Chapter One


Listening to the German wall clock clack away in the near-empty saloon on an overwarm Nebraska summer day might cause her to fetch a gun and shoot the dear old thing, so Marie-Rose waited on her balcony. It ran across the front of the Gilead Astoria Saloon and Hotel, and standing on it always put her in mind of standing on the prow of a sailing ship, the ship being her establishment, the ocean being the unboundaried prairie, the salt air replaced by the arid wind and loamy earth. Highest point in the town, but for the water tower. Folk such as had never seen an ocean would say the prairie must be like the ocean, rolling in waves, or lying flat, or spread to forever beneath the cloudless sky. Marie-Rose thought that kind of ornamental talk silly, but she had seen the ocean, and would admit the similarity.

The road came in from the west through the two-saloon frontier town, and back out the other side, to larger and wealthier places, St. Joseph and the branch rail, Omaha and the main line. South was the state of Kansas and the occasional war parties of the Cheyenne, north the Pawnee. Gilead was a little flotilla of hard-put but respectable structures companionably gathered for security and society, a little nub of what passed for civilization in the endless sea of sage and scrubwood, tallgrass and bottlebrush, and damned little else under the blue-white sky.

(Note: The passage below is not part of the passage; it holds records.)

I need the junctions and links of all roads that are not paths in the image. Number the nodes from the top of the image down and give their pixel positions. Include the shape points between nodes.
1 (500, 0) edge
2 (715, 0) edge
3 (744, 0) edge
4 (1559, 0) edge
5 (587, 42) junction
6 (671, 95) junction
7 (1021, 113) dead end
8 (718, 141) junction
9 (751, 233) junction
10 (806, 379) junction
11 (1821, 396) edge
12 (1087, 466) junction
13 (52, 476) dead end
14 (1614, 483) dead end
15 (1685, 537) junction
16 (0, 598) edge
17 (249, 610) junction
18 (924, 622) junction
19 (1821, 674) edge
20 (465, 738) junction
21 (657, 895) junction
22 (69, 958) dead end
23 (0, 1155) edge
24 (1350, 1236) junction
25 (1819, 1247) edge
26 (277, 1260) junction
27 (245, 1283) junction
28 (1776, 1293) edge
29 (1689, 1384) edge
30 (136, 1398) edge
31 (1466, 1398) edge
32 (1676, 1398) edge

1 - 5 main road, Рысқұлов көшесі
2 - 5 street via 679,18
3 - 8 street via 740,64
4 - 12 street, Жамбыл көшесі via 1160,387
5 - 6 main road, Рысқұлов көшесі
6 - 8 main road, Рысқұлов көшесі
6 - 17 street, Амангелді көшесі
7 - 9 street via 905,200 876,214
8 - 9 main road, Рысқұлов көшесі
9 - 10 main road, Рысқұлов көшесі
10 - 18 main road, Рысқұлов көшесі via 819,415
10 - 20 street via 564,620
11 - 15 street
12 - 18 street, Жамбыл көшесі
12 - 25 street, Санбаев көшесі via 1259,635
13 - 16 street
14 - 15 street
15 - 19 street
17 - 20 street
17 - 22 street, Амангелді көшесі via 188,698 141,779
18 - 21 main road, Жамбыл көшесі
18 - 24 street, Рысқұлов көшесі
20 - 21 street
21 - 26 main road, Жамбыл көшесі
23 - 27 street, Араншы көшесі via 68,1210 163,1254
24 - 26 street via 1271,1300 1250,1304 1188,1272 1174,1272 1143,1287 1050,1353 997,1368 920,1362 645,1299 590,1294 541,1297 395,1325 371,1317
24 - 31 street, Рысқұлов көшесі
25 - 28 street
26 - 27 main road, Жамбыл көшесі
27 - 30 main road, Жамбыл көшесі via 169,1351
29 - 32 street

Saloon and card parlor and six rooms upstairs, three occupied by Marie-Rose and the girls in her employ, one a bunk room. From her vantage she surveyed the road running through the center of town. She and the girls paid dearly when the wind rattled the windows during winter. Spring now, though, and the noonday sun was plenty hot, though a westerly breeze crossing the prairie drew the sharp scent of a rainstorm through the bouquet of manure and creosote.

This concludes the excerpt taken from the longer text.